*** Opening of SOURCE MATERIAL ***

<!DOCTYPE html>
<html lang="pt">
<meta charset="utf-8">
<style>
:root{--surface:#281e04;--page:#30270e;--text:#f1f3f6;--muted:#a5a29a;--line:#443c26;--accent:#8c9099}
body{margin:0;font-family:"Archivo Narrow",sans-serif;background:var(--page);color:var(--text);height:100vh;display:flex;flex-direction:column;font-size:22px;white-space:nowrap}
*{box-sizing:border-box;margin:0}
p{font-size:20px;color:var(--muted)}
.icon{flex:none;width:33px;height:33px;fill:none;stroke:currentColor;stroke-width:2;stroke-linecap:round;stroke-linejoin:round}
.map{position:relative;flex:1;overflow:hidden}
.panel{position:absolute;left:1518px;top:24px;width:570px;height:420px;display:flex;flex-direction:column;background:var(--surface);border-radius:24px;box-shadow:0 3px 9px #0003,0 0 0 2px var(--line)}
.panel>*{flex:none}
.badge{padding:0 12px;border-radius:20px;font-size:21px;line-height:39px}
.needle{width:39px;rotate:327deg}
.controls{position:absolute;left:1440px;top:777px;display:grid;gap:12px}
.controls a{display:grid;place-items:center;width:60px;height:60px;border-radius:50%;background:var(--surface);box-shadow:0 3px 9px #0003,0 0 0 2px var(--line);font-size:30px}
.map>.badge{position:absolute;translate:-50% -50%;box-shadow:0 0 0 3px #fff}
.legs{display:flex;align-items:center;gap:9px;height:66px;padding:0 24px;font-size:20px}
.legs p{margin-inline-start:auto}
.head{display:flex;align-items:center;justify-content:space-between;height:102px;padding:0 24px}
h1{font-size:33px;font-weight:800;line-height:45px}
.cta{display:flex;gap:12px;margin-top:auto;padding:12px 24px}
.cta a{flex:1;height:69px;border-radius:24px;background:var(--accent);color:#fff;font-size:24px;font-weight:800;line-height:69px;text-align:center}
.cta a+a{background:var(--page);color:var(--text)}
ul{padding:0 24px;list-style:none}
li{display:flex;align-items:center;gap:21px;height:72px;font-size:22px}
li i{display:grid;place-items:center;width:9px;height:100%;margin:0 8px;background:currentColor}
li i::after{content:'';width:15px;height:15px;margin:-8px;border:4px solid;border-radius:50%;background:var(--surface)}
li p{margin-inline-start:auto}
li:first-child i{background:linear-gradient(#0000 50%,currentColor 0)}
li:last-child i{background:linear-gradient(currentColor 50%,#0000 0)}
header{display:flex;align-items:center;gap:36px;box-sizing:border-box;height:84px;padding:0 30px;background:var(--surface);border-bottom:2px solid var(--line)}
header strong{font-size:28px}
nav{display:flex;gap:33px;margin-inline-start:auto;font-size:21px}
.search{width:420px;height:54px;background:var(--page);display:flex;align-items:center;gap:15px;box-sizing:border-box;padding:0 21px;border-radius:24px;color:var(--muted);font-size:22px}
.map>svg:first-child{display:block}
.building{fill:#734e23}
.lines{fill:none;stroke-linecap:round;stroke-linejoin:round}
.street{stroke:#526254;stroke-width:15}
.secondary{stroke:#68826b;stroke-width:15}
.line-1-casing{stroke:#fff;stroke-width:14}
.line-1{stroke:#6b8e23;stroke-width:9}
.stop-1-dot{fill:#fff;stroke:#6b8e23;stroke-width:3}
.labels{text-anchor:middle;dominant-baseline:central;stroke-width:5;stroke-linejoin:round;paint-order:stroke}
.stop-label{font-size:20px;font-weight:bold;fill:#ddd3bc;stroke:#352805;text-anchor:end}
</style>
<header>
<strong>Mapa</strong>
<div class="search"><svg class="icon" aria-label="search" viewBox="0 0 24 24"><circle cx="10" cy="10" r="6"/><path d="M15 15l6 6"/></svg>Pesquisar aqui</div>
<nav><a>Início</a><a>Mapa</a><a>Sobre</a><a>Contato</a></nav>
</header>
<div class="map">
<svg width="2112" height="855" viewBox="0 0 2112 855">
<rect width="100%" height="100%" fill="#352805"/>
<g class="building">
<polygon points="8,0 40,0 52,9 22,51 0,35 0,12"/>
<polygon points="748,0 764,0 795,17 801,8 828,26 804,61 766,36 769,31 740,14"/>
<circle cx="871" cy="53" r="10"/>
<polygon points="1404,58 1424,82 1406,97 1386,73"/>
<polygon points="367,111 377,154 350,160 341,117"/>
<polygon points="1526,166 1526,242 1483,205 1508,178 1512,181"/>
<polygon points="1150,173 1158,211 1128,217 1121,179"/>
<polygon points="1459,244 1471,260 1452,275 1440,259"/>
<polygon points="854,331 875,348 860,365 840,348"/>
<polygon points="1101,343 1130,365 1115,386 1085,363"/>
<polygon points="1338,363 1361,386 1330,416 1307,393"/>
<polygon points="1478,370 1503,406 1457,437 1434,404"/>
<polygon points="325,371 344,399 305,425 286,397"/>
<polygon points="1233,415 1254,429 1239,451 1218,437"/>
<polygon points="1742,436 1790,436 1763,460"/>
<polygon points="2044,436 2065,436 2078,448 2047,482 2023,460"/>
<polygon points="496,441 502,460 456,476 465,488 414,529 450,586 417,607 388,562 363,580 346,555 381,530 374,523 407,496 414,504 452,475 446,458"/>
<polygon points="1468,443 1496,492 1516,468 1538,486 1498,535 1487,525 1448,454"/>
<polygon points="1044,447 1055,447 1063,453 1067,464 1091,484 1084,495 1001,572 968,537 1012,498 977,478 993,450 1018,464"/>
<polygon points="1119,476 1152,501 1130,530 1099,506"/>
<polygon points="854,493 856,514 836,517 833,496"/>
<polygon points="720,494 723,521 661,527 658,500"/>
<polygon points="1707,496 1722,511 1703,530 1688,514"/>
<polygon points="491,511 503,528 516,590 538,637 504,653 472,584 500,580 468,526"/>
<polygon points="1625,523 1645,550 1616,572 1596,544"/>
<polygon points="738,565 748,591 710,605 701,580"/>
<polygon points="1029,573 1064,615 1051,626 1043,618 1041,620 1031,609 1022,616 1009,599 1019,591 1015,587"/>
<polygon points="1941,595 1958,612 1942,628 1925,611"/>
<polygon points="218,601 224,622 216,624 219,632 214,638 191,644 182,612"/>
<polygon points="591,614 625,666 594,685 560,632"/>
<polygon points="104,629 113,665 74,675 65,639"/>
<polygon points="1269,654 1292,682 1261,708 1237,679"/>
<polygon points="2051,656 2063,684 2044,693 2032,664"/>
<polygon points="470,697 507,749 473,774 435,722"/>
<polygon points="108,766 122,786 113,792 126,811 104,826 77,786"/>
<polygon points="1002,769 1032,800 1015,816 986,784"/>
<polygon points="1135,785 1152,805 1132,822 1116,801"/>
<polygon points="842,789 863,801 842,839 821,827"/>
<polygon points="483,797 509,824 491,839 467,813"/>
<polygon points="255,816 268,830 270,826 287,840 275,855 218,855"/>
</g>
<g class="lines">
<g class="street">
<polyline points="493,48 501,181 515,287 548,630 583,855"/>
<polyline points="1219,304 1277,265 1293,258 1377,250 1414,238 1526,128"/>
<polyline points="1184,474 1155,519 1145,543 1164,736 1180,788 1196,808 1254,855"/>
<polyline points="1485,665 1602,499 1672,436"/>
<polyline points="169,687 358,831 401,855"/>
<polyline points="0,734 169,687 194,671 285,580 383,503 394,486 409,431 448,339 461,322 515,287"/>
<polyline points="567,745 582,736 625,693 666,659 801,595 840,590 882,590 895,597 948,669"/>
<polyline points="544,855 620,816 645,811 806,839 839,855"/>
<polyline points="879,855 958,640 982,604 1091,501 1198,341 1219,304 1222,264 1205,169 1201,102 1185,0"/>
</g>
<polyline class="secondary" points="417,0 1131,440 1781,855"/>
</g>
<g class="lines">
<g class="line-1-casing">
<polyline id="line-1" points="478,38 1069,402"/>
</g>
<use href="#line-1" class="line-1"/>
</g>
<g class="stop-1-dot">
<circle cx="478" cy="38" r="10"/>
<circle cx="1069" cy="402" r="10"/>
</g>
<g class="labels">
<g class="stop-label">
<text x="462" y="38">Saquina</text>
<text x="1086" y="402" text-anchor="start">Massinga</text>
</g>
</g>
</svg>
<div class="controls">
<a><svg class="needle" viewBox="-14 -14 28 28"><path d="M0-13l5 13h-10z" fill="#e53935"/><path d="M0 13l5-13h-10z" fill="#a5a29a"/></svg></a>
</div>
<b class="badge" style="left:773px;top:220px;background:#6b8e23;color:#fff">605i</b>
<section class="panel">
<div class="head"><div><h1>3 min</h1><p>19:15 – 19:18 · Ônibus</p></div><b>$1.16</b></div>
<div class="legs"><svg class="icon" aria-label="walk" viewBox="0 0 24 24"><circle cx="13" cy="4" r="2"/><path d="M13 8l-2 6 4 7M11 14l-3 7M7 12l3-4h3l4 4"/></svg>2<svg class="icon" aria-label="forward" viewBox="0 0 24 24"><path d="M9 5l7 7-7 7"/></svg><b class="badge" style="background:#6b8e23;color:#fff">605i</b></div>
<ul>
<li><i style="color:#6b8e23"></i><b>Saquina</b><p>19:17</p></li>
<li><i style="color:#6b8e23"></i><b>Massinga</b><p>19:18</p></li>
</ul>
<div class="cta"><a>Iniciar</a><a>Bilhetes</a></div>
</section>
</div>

*** Close of SOURCE MATERIAL ***

TASK DIRECTIONS
What is the number of lines in the listing that contain the string "controls"? Reply with that number alone.

REPLY TO THE EXERCISE
3